TASK GOAL >>
The result should be every line in the data below that carries the string "富士富士宮線".

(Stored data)
--------------------------------------------------
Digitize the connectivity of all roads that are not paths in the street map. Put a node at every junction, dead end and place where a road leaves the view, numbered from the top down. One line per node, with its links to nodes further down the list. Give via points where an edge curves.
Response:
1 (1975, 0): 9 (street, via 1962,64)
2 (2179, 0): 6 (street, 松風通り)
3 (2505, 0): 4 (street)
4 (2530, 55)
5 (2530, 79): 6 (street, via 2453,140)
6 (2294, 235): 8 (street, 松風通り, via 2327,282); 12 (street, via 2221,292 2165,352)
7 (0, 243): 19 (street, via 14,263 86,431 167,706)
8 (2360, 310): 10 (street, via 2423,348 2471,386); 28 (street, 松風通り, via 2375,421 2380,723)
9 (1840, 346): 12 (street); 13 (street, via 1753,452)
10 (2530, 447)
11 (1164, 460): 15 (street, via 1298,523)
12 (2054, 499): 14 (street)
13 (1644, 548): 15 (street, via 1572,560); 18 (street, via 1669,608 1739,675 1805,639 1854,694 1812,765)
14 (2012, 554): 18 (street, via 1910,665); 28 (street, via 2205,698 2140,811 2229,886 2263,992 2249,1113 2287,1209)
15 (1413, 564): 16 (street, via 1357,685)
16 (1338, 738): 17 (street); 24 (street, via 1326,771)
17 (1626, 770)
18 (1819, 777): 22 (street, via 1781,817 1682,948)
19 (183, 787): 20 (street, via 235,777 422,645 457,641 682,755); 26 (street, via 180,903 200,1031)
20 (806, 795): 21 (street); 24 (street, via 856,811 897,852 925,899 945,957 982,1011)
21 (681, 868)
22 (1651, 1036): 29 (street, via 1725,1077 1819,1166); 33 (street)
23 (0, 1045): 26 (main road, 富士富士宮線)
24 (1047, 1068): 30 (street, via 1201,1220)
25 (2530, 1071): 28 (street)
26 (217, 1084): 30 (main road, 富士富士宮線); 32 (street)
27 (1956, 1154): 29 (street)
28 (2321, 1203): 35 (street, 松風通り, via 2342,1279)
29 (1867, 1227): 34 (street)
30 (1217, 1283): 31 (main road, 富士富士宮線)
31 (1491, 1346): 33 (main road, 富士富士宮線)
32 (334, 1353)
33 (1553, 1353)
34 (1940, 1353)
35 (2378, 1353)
--------------------------------------------------
WRITTEN RESPONSE >>
23 (0, 1045): 26 (main road, 富士富士宮線)
26 (217, 1084): 30 (main road, 富士富士宮線); 32 (street)
30 (1217, 1283): 31 (main road, 富士富士宮線)
31 (1491, 1346): 33 (main road, 富士富士宮線)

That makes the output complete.